The phosphorescence spectra of benzaldehyde‐h₆, −1d₁, −4d₁, −3, 5d₂ and −d₆ have been studied optically in close packed matrices (acetophenone and methyl benzoate) and relaxed matrices (methylcyclohexane and perfluoro‐n‐hexane) at 4.2°K. All the spectra were sharp and could be analyzed vibrationally. In the close packed matrices, of the 11 possible out‐of‐plane (a″) fundamentals, nine are observed in Herzberg—Teller borrowing of intensity. The strongest modes are the aldehyde‐H wag, the CHO torsion and CHO wag, and their intensities were found to be stronger than those of any totally symmetrical bands including the origin band. 2 and 3 quanta of aldehyde‐H‐wag and CHO‐torsional modes are found with intensity alternation. In addition to this intensity alternation, the lack of long sequences of any nontotally symmetric mode and the analysis of the Franck—Condon envelope show that the triplet benzaldehyde does not deviate far from the ground state geometry.
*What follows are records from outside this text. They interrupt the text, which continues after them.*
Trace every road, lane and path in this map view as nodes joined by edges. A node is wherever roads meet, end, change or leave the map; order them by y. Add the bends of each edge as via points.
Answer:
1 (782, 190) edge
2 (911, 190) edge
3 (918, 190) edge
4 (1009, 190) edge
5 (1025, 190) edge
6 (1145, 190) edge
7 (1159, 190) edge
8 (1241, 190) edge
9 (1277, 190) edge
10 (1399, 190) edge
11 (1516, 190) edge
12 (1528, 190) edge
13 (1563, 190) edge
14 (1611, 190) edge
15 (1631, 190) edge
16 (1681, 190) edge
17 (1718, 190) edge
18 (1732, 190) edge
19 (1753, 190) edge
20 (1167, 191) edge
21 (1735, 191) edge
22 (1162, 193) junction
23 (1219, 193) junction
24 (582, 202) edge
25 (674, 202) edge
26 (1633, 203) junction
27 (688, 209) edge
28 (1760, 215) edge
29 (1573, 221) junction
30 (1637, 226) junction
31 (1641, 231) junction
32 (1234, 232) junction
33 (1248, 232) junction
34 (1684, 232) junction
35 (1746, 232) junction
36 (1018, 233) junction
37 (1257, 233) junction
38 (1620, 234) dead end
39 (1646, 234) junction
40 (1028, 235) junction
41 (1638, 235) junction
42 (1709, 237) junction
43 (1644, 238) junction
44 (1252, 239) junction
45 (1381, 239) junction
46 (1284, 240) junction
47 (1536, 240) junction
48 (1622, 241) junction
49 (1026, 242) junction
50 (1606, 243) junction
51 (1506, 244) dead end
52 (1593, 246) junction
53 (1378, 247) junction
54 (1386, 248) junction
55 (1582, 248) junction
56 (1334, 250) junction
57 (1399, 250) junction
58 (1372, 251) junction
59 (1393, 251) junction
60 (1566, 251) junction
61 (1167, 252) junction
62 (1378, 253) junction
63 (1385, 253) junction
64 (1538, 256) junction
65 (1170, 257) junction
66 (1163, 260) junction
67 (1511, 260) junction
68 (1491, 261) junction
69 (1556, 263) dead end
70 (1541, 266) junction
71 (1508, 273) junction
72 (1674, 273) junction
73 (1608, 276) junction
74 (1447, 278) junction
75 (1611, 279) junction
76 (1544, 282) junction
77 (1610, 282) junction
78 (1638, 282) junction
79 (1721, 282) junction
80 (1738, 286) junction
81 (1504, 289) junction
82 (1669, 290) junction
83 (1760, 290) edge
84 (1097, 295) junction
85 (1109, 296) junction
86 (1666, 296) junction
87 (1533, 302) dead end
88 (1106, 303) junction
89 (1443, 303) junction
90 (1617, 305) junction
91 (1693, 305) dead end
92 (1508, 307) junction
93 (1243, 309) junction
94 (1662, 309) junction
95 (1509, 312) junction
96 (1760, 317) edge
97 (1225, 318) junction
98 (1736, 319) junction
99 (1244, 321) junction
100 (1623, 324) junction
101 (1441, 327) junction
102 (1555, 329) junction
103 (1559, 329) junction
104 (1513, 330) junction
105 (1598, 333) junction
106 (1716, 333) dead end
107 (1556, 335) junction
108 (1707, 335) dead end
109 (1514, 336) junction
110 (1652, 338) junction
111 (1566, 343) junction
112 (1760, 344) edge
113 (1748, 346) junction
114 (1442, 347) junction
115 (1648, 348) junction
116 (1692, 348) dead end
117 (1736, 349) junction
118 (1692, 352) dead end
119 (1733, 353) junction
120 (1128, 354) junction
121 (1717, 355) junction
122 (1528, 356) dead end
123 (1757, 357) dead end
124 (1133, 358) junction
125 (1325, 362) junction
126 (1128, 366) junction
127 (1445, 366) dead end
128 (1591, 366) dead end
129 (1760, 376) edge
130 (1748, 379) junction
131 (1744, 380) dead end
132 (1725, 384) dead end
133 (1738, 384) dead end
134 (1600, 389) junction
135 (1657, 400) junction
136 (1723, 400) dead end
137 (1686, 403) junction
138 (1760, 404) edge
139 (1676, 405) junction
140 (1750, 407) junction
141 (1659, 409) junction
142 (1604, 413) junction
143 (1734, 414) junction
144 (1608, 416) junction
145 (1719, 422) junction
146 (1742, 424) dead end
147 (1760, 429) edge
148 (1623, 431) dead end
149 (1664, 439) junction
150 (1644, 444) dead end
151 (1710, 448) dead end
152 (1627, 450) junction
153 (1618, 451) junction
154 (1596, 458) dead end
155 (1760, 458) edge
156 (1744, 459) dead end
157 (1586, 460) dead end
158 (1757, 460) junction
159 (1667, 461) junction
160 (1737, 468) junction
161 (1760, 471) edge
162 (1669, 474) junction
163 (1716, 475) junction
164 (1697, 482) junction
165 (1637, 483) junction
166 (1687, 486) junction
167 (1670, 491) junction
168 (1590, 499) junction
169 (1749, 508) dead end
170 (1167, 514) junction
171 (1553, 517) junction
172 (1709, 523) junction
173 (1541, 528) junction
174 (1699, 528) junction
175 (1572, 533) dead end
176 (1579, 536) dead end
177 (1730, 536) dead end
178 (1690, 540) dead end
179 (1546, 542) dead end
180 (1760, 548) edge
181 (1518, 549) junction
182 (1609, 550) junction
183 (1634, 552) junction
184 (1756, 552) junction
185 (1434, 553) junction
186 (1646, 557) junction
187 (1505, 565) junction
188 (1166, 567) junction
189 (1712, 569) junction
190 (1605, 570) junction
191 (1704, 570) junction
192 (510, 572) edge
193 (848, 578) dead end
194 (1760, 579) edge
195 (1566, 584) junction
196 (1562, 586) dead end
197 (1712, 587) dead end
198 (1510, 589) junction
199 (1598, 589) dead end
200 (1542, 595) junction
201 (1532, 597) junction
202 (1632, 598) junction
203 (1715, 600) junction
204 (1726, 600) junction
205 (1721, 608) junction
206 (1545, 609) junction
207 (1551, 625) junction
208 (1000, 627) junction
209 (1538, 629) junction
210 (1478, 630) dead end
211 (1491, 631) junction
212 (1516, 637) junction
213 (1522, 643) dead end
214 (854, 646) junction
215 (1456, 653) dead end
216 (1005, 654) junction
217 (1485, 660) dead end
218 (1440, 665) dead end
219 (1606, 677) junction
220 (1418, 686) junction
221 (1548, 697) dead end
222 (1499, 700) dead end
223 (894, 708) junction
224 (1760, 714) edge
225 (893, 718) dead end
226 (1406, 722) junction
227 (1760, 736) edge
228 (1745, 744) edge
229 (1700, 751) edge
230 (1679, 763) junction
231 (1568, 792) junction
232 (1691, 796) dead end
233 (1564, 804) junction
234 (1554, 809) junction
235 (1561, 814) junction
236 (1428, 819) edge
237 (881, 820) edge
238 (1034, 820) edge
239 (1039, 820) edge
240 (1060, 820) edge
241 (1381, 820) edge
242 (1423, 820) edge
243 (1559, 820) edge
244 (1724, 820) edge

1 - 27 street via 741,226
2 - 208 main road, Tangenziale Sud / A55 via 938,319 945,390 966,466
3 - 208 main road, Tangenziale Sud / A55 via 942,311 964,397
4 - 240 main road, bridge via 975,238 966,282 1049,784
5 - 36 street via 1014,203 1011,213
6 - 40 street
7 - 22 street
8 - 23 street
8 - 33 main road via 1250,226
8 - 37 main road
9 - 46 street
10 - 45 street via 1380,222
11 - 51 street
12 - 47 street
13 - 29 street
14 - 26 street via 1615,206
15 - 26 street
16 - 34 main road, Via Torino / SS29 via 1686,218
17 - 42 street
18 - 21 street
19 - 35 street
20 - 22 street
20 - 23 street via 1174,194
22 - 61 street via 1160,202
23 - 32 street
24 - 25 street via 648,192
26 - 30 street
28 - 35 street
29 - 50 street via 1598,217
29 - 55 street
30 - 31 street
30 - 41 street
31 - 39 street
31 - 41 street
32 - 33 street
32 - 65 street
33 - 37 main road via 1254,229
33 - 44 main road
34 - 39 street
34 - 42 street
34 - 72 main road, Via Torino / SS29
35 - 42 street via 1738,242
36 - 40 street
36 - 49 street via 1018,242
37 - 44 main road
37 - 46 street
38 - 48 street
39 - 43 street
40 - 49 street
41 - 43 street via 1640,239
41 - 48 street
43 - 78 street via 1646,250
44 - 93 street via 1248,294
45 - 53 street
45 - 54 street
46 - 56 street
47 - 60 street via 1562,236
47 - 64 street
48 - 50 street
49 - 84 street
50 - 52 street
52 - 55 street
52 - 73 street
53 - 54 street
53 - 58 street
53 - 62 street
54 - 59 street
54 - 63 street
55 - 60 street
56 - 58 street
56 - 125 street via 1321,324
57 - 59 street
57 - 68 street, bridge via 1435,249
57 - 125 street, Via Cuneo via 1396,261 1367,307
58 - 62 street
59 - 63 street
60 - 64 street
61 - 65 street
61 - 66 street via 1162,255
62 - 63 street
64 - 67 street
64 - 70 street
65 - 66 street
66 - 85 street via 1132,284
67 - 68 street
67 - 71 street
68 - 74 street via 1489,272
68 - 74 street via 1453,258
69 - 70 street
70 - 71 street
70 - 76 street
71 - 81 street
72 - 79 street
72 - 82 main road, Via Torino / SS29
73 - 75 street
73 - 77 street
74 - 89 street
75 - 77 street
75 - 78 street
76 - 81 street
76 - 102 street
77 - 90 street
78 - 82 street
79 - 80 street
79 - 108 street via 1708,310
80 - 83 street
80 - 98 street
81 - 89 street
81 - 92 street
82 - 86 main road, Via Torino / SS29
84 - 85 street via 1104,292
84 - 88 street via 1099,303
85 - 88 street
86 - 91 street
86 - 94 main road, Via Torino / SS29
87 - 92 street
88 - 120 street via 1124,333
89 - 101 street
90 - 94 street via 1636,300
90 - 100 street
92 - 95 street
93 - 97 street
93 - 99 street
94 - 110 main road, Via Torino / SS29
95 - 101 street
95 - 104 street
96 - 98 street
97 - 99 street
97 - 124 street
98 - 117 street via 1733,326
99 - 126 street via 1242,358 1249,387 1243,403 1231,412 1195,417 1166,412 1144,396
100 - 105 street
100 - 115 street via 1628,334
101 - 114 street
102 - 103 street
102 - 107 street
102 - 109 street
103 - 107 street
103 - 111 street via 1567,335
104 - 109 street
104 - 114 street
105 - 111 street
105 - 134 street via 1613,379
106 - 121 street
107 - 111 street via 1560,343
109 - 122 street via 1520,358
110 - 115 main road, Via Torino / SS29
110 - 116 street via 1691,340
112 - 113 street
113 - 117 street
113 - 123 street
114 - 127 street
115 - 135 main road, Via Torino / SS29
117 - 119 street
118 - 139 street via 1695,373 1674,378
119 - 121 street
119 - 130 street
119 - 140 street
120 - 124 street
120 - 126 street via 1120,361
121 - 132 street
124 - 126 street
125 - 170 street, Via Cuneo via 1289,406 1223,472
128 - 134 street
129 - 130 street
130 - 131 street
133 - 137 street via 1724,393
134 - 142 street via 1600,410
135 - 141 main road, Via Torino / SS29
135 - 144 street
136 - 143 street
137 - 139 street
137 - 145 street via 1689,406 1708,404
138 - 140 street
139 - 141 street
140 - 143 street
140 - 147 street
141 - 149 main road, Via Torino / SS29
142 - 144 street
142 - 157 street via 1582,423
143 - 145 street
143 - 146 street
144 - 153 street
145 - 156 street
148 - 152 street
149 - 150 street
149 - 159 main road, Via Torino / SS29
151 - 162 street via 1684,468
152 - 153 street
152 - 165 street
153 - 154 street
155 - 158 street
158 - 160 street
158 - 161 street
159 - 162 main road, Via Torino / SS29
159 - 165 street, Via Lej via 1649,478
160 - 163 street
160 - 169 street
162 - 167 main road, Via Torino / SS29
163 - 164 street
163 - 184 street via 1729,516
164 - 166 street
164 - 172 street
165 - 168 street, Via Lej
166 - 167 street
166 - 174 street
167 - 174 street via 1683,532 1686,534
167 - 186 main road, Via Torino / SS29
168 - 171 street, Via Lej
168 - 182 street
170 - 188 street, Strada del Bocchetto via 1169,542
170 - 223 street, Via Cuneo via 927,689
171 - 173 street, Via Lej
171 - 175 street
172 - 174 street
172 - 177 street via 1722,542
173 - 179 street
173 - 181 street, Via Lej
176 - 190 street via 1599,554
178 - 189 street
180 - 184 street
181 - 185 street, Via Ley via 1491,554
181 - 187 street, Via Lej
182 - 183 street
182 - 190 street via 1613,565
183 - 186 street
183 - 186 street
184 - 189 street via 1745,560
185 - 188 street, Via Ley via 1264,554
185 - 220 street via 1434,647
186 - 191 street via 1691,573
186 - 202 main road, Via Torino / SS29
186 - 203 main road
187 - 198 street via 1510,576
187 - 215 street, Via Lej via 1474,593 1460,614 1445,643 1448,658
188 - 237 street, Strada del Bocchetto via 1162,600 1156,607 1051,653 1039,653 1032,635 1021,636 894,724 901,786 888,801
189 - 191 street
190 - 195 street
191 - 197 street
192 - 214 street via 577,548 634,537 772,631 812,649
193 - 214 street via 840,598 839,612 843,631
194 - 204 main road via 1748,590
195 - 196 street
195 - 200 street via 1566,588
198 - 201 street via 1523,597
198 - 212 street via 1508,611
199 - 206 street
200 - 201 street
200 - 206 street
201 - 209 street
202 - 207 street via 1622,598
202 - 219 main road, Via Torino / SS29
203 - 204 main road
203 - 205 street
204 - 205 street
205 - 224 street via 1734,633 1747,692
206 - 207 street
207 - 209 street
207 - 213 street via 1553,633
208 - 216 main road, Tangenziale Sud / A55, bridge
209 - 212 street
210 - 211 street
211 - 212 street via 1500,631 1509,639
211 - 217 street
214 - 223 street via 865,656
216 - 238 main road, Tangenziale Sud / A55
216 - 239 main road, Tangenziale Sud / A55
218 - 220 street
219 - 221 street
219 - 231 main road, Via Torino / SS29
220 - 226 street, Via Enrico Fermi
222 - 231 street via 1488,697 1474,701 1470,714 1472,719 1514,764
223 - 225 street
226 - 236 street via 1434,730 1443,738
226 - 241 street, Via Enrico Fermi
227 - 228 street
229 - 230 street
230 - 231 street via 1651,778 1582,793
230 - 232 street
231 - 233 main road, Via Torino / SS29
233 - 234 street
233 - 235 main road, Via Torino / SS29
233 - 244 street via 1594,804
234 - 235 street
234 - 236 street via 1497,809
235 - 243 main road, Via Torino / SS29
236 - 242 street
We conclude it is coplanar or nearly so. Deuteration effects on the vibronic intensities are remarkable. The long lifetime, ${\text{∼4×10}}^{\text{−2}}\sec$ at 4.2°K, supports a planar geometry for the triplet. The large change of lifetime and spectral intensity on substitution of the aldehyde hydrogen by deuterium shows that the aldehyde H plays an important role in the vibronic interaction. In the relaxed matrices most of the out‐of‐plane fundamentals are too inactive to be identified in the phosphorescence. The only out‐of‐plane mode clearly identified is the fundamental CHO‐torsional mode and its overtone. Higher overtones are not found. Most of the intensity is in the 0–0 band and the $\mathrm{\nu \; (}\mathrm{C}=\mathrm{O})$ progression which is longer than in the close packed matrices. Also active are in‐plane modes such as δ(Φ‐CHO), ν(Φ‐CHO), ν₁, ν_9a, and ν_8a. The short lifetime in the relaxed matrices (fully 20 times shorter than in the close packed matrices), ${\text{∼2×10}}^{\text{−3}}\sec$ at 1.68°K, without appreciable deuteration effect establishes that the triplet benzaldehyde is highly nonplanar with the aldehyde group twisted out of plane. We conclude from the lifetime that the twist angle exceeds 60°. The vapor phosphorescence resembles the relaxed matrix phosphorescence, but with still reduced lifetime. We conclude that in the free molecule the aldehyde group in the benzaldehyde triplet is also strongly out of plane.